SUPPLIED RECORDS Block Start

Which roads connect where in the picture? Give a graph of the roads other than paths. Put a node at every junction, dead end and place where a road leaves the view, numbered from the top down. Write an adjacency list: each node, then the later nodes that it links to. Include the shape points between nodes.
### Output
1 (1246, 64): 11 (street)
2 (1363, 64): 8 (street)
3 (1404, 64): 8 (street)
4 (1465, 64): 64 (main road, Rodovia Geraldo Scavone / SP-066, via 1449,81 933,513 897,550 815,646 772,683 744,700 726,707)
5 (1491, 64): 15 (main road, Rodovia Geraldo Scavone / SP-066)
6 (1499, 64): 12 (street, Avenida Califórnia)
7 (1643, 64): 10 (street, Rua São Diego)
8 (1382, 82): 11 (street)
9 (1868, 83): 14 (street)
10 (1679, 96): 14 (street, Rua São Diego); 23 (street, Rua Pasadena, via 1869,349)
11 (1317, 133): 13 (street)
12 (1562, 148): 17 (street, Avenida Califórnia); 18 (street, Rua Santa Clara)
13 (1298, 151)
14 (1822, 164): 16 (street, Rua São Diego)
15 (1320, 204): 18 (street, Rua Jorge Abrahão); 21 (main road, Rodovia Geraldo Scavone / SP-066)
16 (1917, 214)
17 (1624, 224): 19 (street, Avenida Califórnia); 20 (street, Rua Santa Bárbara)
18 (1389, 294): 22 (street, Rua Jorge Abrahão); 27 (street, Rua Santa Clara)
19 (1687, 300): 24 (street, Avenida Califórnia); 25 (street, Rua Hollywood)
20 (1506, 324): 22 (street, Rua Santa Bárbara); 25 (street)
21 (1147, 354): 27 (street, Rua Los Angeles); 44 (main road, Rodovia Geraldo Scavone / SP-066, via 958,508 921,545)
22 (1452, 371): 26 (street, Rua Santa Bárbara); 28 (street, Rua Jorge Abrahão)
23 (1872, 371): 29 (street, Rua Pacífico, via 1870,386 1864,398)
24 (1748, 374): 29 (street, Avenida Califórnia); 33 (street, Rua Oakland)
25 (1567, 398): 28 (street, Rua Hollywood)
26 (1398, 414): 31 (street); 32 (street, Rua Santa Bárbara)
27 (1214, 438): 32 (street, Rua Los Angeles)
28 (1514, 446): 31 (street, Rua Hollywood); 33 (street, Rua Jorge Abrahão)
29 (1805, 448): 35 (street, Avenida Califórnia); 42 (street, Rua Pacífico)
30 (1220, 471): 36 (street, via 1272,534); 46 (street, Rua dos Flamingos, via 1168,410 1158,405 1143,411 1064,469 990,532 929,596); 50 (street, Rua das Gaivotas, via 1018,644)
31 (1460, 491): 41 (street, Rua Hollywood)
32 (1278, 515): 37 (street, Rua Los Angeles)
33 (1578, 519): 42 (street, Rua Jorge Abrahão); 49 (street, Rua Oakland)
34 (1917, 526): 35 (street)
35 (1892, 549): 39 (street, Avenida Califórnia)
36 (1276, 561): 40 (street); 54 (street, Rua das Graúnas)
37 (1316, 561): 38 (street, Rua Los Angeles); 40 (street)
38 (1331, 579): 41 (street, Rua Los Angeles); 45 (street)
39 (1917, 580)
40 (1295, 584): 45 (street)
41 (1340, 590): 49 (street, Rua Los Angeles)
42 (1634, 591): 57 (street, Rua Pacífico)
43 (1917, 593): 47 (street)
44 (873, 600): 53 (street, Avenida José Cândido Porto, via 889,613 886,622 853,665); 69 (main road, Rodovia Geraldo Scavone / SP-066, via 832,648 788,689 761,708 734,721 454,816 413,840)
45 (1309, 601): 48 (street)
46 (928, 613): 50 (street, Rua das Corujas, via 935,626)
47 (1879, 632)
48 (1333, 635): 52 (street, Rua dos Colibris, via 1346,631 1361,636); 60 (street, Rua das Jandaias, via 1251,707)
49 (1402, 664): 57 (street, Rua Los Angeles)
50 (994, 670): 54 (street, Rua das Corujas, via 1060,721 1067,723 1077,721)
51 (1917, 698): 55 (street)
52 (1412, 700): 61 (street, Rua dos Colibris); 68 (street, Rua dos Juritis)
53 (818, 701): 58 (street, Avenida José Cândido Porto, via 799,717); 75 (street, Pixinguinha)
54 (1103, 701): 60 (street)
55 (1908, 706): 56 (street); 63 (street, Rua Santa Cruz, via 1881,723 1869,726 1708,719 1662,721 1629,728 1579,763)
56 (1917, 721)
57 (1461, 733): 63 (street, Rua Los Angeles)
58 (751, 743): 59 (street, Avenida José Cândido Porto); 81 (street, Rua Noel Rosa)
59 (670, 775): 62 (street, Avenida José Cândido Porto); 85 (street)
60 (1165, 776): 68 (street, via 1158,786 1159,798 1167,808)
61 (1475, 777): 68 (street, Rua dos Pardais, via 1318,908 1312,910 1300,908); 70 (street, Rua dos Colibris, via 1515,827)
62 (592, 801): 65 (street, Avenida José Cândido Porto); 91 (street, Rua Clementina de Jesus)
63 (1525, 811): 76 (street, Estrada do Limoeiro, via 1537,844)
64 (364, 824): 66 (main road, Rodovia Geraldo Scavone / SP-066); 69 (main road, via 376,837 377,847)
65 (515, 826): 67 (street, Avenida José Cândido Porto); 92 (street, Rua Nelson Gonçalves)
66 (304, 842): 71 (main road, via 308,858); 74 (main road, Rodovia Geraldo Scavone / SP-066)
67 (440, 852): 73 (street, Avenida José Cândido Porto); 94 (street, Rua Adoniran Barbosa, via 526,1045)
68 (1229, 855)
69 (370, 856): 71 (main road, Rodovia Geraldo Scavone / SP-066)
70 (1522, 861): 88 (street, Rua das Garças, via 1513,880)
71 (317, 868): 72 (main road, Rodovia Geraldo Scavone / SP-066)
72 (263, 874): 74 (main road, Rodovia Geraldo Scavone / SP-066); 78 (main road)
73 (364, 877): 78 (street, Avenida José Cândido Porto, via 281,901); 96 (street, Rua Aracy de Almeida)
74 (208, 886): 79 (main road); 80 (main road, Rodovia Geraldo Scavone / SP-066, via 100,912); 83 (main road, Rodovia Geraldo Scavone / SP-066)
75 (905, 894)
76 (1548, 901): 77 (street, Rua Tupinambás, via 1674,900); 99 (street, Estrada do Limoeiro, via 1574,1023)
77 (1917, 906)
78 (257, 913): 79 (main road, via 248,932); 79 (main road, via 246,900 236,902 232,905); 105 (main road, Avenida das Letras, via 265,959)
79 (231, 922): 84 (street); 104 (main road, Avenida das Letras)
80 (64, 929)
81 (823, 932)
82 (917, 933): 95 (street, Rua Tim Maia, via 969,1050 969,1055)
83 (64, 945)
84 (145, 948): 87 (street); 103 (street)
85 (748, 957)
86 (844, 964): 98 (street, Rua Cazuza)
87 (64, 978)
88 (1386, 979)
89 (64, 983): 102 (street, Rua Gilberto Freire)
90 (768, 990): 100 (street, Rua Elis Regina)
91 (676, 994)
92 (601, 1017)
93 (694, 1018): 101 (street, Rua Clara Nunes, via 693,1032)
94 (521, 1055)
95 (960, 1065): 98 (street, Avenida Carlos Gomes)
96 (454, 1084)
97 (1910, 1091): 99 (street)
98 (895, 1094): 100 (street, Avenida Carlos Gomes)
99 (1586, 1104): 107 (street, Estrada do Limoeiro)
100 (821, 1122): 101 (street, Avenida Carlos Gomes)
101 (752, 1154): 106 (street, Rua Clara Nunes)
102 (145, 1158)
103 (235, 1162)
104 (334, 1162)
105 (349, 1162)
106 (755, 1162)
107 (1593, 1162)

SUPPLIED RECORDS Block End

#### DIRECTIONS:
Give back the whole listing, word for word.

#### WORKED SOLUTION:
Which roads connect where in the picture? Give a graph of the roads other than paths. Put a node at every junction, dead end and place where a road leaves the view, numbered from the top down. Write an adjacency list: each node, then the later nodes that it links to. Include the shape points between nodes.
### Output
1 (1246, 64): 11 (street)
2 (1363, 64): 8 (street)
3 (1404, 64): 8 (street)
4 (1465, 64): 64 (main road, Rodovia Geraldo Scavone / SP-066, via 1449,81 933,513 897,550 815,646 772,683 744,700 726,707)
5 (1491, 64): 15 (main road, Rodovia Geraldo Scavone / SP-066)
6 (1499, 64): 12 (street, Avenida Califórnia)
7 (1643, 64): 10 (street, Rua São Diego)
8 (1382, 82): 11 (street)
9 (1868, 83): 14 (street)
10 (1679, 96): 14 (street, Rua São Diego); 23 (street, Rua Pasadena, via 1869,349)
11 (1317, 133): 13 (street)
12 (1562, 148): 17 (street, Avenida Califórnia); 18 (street, Rua Santa Clara)
13 (1298, 151)
14 (1822, 164): 16 (street, Rua São Diego)
15 (1320, 204): 18 (street, Rua Jorge Abrahão); 21 (main road, Rodovia Geraldo Scavone / SP-066)
16 (1917, 214)
17 (1624, 224): 19 (street, Avenida Califórnia); 20 (street, Rua Santa Bárbara)
18 (1389, 294): 22 (street, Rua Jorge Abrahão); 27 (street, Rua Santa Clara)
19 (1687, 300): 24 (street, Avenida Califórnia); 25 (street, Rua Hollywood)
20 (1506, 324): 22 (street, Rua Santa Bárbara); 25 (street)
21 (1147, 354): 27 (street, Rua Los Angeles); 44 (main road, Rodovia Geraldo Scavone / SP-066, via 958,508 921,545)
22 (1452, 371): 26 (street, Rua Santa Bárbara); 28 (street, Rua Jorge Abrahão)
23 (1872, 371): 29 (street, Rua Pacífico, via 1870,386 1864,398)
24 (1748, 374): 29 (street, Avenida Califórnia); 33 (street, Rua Oakland)
25 (1567, 398): 28 (street, Rua Hollywood)
26 (1398, 414): 31 (street); 32 (street, Rua Santa Bárbara)
27 (1214, 438): 32 (street, Rua Los Angeles)
28 (1514, 446): 31 (street, Rua Hollywood); 33 (street, Rua Jorge Abrahão)
29 (1805, 448): 35 (street, Avenida Califórnia); 42 (street, Rua Pacífico)
30 (1220, 471): 36 (street, via 1272,534); 46 (street, Rua dos Flamingos, via 1168,410 1158,405 1143,411 1064,469 990,532 929,596); 50 (street, Rua das Gaivotas, via 1018,644)
31 (1460, 491): 41 (street, Rua Hollywood)
32 (1278, 515): 37 (street, Rua Los Angeles)
33 (1578, 519): 42 (street, Rua Jorge Abrahão); 49 (street, Rua Oakland)
34 (1917, 526): 35 (street)
35 (1892, 549): 39 (street, Avenida Califórnia)
36 (1276, 561): 40 (street); 54 (street, Rua das Graúnas)
37 (1316, 561): 38 (street, Rua Los Angeles); 40 (street)
38 (1331, 579): 41 (street, Rua Los Angeles); 45 (street)
39 (1917, 580)
40 (1295, 584): 45 (street)
41 (1340, 590): 49 (street, Rua Los Angeles)
42 (1634, 591): 57 (street, Rua Pacífico)
43 (1917, 593): 47 (street)
44 (873, 600): 53 (street, Avenida José Cândido Porto, via 889,613 886,622 853,665); 69 (main road, Rodovia Geraldo Scavone / SP-066, via 832,648 788,689 761,708 734,721 454,816 413,840)
45 (1309, 601): 48 (street)
46 (928, 613): 50 (street, Rua das Corujas, via 935,626)
47 (1879, 632)
48 (1333, 635): 52 (street, Rua dos Colibris, via 1346,631 1361,636); 60 (street, Rua das Jandaias, via 1251,707)
49 (1402, 664): 57 (street, Rua Los Angeles)
50 (994, 670): 54 (street, Rua das Corujas, via 1060,721 1067,723 1077,721)
51 (1917, 698): 55 (street)
52 (1412, 700): 61 (street, Rua dos Colibris); 68 (street, Rua dos Juritis)
53 (818, 701): 58 (street, Avenida José Cândido Porto, via 799,717); 75 (street, Pixinguinha)
54 (1103, 701): 60 (street)
55 (1908, 706): 56 (street); 63 (street, Rua Santa Cruz, via 1881,723 1869,726 1708,719 1662,721 1629,728 1579,763)
56 (1917, 721)
57 (1461, 733): 63 (street, Rua Los Angeles)
58 (751, 743): 59 (street, Avenida José Cândido Porto); 81 (street, Rua Noel Rosa)
59 (670, 775): 62 (street, Avenida José Cândido Porto); 85 (street)
60 (1165, 776): 68 (street, via 1158,786 1159,798 1167,808)
61 (1475, 777): 68 (street, Rua dos Pardais, via 1318,908 1312,910 1300,908); 70 (street, Rua dos Colibris, via 1515,827)
62 (592, 801): 65 (street, Avenida José Cândido Porto); 91 (street, Rua Clementina de Jesus)
63 (1525, 811): 76 (street, Estrada do Limoeiro, via 1537,844)
64 (364, 824): 66 (main road, Rodovia Geraldo Scavone / SP-066); 69 (main road, via 376,837 377,847)
65 (515, 826): 67 (street, Avenida José Cândido Porto); 92 (street, Rua Nelson Gonçalves)
66 (304, 842): 71 (main road, via 308,858); 74 (main road, Rodovia Geraldo Scavone / SP-066)
67 (440, 852): 73 (street, Avenida José Cândido Porto); 94 (street, Rua Adoniran Barbosa, via 526,1045)
68 (1229, 855)
69 (370, 856): 71 (main road, Rodovia Geraldo Scavone / SP-066)
70 (1522, 861): 88 (street, Rua das Garças, via 1513,880)
71 (317, 868): 72 (main road, Rodovia Geraldo Scavone / SP-066)
72 (263, 874): 74 (main road, Rodovia Geraldo Scavone / SP-066); 78 (main road)
73 (364, 877): 78 (street, Avenida José Cândido Porto, via 281,901); 96 (street, Rua Aracy de Almeida)
74 (208, 886): 79 (main road); 80 (main road, Rodovia Geraldo Scavone / SP-066, via 100,912); 83 (main road, Rodovia Geraldo Scavone / SP-066)
75 (905, 894)
76 (1548, 901): 77 (street, Rua Tupinambás, via 1674,900); 99 (street, Estrada do Limoeiro, via 1574,1023)
77 (1917, 906)
78 (257, 913): 79 (main road, via 248,932); 79 (main road, via 246,900 236,902 232,905); 105 (main road, Avenida das Letras, via 265,959)
79 (231, 922): 84 (street); 104 (main road, Avenida das Letras)
80 (64, 929)
81 (823, 932)
82 (917, 933): 95 (street, Rua Tim Maia, via 969,1050 969,1055)
83 (64, 945)
84 (145, 948): 87 (street); 103 (street)
85 (748, 957)
86 (844, 964): 98 (street, Rua Cazuza)
87 (64, 978)
88 (1386, 979)
89 (64, 983): 102 (street, Rua Gilberto Freire)
90 (768, 990): 100 (street, Rua Elis Regina)
91 (676, 994)
92 (601, 1017)
93 (694, 1018): 101 (street, Rua Clara Nunes, via 693,1032)
94 (521, 1055)
95 (960, 1065): 98 (street, Avenida Carlos Gomes)
96 (454, 1084)
97 (1910, 1091): 99 (street)
98 (895, 1094): 100 (street, Avenida Carlos Gomes)
99 (1586, 1104): 107 (street, Estrada do Limoeiro)
100 (821, 1122): 101 (street, Avenida Carlos Gomes)
101 (752, 1154): 106 (street, Rua Clara Nunes)
102 (145, 1158)
103 (235, 1162)
104 (334, 1162)
105 (349, 1162)
106 (755, 1162)
107 (1593, 1162)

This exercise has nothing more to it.